The Small Business Tax Fairness Act would remove restrictions that prevented service business owners from taking the 20% deduction provided under Internal Revenue Code Section 199A for certain income from pass-through businesses. The change would allow owners of businesses such as law firms and accountant firms to claim the deduction while phasing out the incentives for individuals with incomes above $400,000. (Emphasis added)

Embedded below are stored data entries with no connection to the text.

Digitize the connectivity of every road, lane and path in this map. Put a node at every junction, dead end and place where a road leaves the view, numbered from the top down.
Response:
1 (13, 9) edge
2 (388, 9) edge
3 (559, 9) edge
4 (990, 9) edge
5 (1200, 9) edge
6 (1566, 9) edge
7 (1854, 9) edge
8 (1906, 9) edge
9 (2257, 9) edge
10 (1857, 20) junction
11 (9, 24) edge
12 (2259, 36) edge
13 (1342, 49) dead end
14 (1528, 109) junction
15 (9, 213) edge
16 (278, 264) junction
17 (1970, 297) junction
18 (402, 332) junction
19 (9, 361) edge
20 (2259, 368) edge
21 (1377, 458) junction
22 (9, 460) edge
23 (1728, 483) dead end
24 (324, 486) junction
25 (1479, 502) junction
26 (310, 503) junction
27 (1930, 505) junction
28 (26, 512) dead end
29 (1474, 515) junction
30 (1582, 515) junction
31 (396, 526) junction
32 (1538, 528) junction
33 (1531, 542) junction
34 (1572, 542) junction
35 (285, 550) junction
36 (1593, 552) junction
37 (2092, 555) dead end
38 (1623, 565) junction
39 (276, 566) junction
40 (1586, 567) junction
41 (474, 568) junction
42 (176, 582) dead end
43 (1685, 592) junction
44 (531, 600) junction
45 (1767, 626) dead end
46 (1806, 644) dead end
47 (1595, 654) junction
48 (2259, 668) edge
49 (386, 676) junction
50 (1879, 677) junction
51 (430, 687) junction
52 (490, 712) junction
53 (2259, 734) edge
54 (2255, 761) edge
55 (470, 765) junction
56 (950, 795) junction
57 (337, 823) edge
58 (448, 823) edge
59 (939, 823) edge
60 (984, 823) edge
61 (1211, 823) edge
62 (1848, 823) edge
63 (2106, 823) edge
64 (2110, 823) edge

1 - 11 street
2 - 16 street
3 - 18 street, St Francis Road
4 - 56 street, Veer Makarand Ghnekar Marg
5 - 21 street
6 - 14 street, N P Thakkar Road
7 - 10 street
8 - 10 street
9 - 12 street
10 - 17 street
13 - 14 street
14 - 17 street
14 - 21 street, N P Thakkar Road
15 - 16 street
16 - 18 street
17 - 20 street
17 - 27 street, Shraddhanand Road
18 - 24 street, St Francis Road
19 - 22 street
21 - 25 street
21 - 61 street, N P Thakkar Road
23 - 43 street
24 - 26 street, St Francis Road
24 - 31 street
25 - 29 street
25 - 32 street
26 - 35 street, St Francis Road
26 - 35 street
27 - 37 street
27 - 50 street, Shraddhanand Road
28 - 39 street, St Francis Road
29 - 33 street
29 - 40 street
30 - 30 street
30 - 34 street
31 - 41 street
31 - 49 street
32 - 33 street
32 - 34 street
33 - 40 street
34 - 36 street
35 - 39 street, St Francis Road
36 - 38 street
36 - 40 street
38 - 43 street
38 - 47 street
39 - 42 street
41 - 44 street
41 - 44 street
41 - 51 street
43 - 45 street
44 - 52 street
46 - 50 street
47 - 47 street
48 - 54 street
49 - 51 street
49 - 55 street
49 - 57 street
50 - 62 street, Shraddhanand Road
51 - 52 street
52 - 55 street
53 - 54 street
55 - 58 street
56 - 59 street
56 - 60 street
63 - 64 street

That’s the equivalent of leading a report on the Titanic by observing that the iceberg survived. The point of the Wyden bill is to eliminate the Section 199A deduction for larger businesses and raise lots of revenue. That has to be the lede of any reasonable coverage. The expansion of the deduction for taxpayers making less than $400,000 is extremely limited and hardly worth the headline.
Less Than Meets the Eye
Just how limited? Section 199 applies to all qualified business income for businesses owners making less than an income threshold indexed to inflation. In 2022, accountants and lawyers making less than about $335,000 should be eligible for the full 199A deduction. The Wyden bill would increase the threshold to $400,000. That is it. As Richard Rubin with the Wall Street Journal tweeted yesterday:
This is good for some lawyer/accountants. Individual lawyer making $350k today gets no 20% break. Would under Wyden. Bad for very large pass-throughs that qualify now (big S corp manufacturers).
The only way the manufacturer identified by Rubin gets the 199A is if they have lots of employers and/or capital investment. Those employment limitations don’t apply to Wyden’s revised deduction, so Wyden favors accountants and lawyers who may or may not create jobs and punishes manufacturers who create lots of them?
Violates the Biden $400k Pledge
Another nuance that escaped our attention yesterday is that the Wyden bill would violate the President’s pledge not to raise taxes on taxpayers making less than $400,000 a year. How? His bill would preclude trusts and estates from the 199A deduction:
(ii) APPLICATION TO TRUSTS AND ESTATES. — Section of such Code is amended by adding at the end the following new subsection:
‘‘(j) DEDUCTION FOR QUALIFIED BUSINESS INCOME. — No deduction shall be allowed under section 199A to an estate or trust.’’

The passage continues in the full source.